Chi avrà un cane deve anche preoccuparsi di pulire quando fa la pipì per strada. Violare l’ordinanza porterà a sanzioni che vanno dai 25 ai 150 euro. Multe anche alle “gattare” che abbandonano cibo per gli animali in strada senza ripulire.

Il sindaco Claudio Costello spiega che purtroppo il comportamento di alcuni cittadini genera degrado nelle vie della comune piemontese, dal centro come via Torino alle altre zone della città. , anche quelle del passeggio in centro, come via Torino. Comportamenti che hanno provocato le lamentele di diversi cittadini che hanno portato l’amministrazione comunale a partorire l’ordinanza.

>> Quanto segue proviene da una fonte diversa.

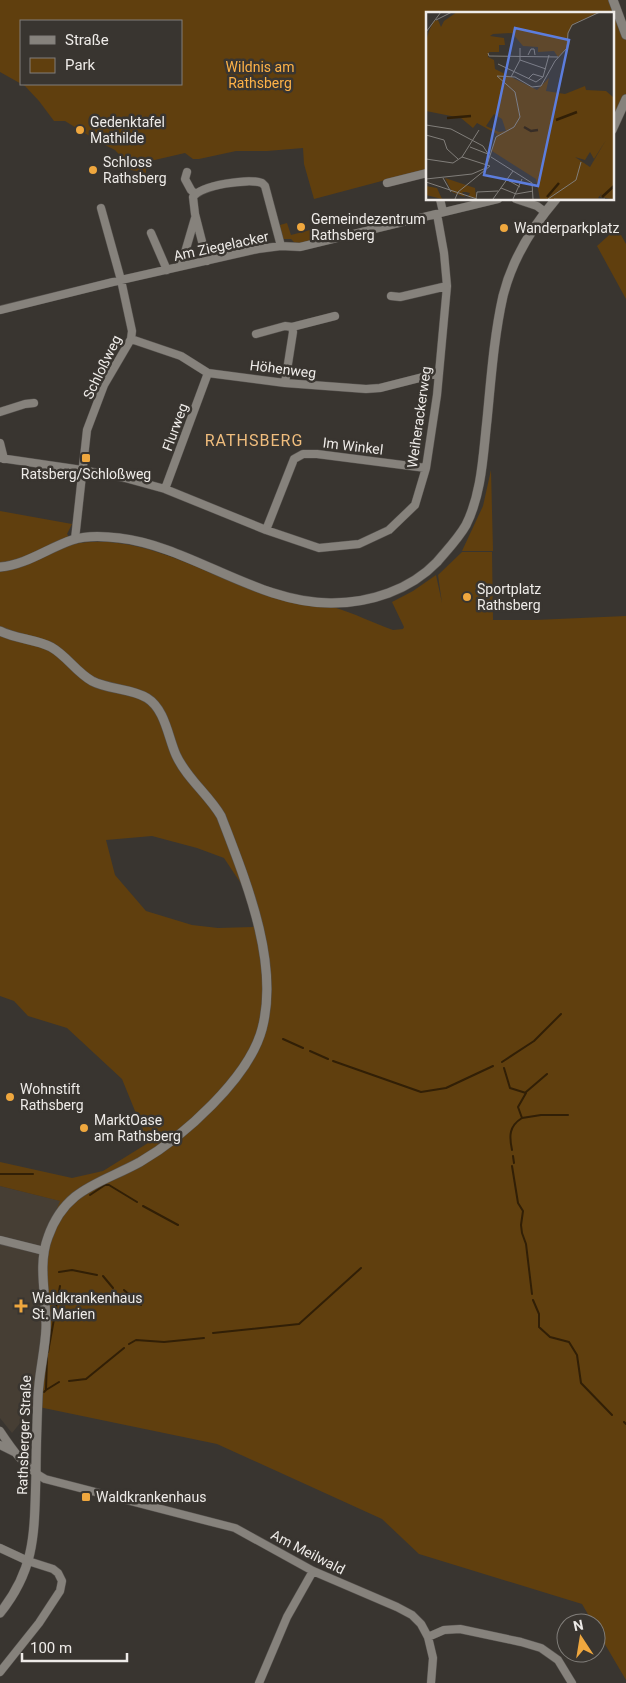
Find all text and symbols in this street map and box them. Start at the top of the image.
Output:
inset map [426,12,614,200]
legend [20,20,182,85]
text: Straße [65,31,109,49]
text: Park [65,56,96,74]
park label: Wildnis am Rathsberg [226,59,294,91]
place label: Gedenktafel Mathilde [90,114,165,146]
marker: Gedenktafel Mathilde [74,124,86,136]
place label: Schloss Rathsberg [103,154,167,186]
marker: Schloss Rathsberg [87,164,99,176]
place label: Gemeindezentrum Rathsberg [311,211,425,243]
place label: Wanderparkplatz [514,220,619,236]
marker: Gemeindezentrum Rathsberg [295,221,307,233]
marker: Wanderparkplatz [498,222,510,234]
street label: Am Ziegelacker [172,228,270,264]
street label: Schloßweg [80,333,124,401]
street label: Höhenweg [249,357,317,381]
street label: Weiherackerweg [404,365,434,469]
street label: Flurweg [159,401,191,453]
district label: RATHSBERG [205,431,303,450]
street label: Im Winkel [322,434,384,458]
marker: Ratsberg/Schloßweg [80,452,92,464]
place label: Ratsberg/Schloßweg [21,466,151,482]
place label: Sportplatz Rathsberg [477,581,541,613]
marker: Sportplatz Rathsberg [461,591,473,603]
place label: Wohnstift Rathsberg [20,1081,84,1113]
marker: Wohnstift Rathsberg [4,1091,16,1103]
place label: MarktOase am Rathsberg [94,1112,181,1144]
marker: MarktOase am Rathsberg [78,1122,90,1134]
place label: Waldkrankenhaus St. Marien [32,1290,142,1322]
marker: Waldkrankenhaus St. Marien [14,1299,28,1313]
street label: Rathsberger Straße [14,1375,34,1495]
place label: Waldkrankenhaus [96,1489,206,1505]
marker: Waldkrankenhaus [80,1491,92,1503]
street label: Am Meilwald [268,1527,348,1577]
north arrow [556,1613,606,1663]
text: N [572,1616,585,1634]
scale bar [22,1630,128,1662]
text: 100 m [30,1639,72,1657]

Il Comune di Carmagnola – riporta Repubblica -, sempre in provincia di Torino, ricorre invece addirittura all’investigazione alla scientifica per dichiarare guerra alla maleducazione dei proprietari e prevede l’esame del dna su tutti i cani che vivono sul territorio comunale. Sarà l’esame genetico a stabilire a quale cane appartiene la deiezione non raccolta dal marciapiede, un riconoscimento sicuro al 100 per cento che non lascia scampo al padrone disattento a cui sarà inviata la multa. Ad occuparsi dell’esame sarà l’Istituto Zooprofilattico di Piemonte, Liguria e Valle d’Aosta, un laboratorio a cui di solito spettano compiti di vitale importanza per la salute pubblica come i controlli sulla sofisticazione alimentare e i controlli sulla salute degli animali come gli esami per scoprire ceppi di mucca pazza o influenza aviaria. Questa volta più che una battaglia per la salute pubblica è una guerra in favore dell’educazione civica. I laboratori, infatti, si occuperanno di creare una mappa con oltre cinquemila profili genetici degli altrettanti cani che vivono a Carmagnola.

“Il nostro contributo scientifico è quello di mettere l’analisi genetica al servizio della lotta alle malattie degli animali in particolare quelle trasmissibili all’uomo, come le parassitosi, in significativo aumento”, spiega la Direttrice Generale dell’Istituto Zooprofilattico Maria Caramelli. La ricerca è sostenuta economicamente in gran parte dalla Derichebourg, la ditta che cura la raccolta dei rifiuti: della raccolta del dna attraverso un tampone della saliva si occuperanno i veterinari del canile comunale e gli studi privati che hanno aderito al progetto ribattezzato “Con il dna di Fido, io mi fido”. Il prelievo del dna, obbligatorio fino al 31 ottobre del prossimo anno, sarà gratuito. L’assessore all’Igiene di Carmagnola Massimiliano Pampaloni la spiega così: “Il problema della mancata raccolta delle deiezioni canine è molto sentito dai cittadini, soprattutto dalle mamme e in particolare nei parchi giochi per bambini e nelle vie del centro storico – dice Pampaloni – Abbiamo deciso di intervenire con una soluzione straordinaria, innovativa ed efficace, creando un metodo che potrà essere facilmente adottato da ogni Comune italiano che ne senta l’esigenza”.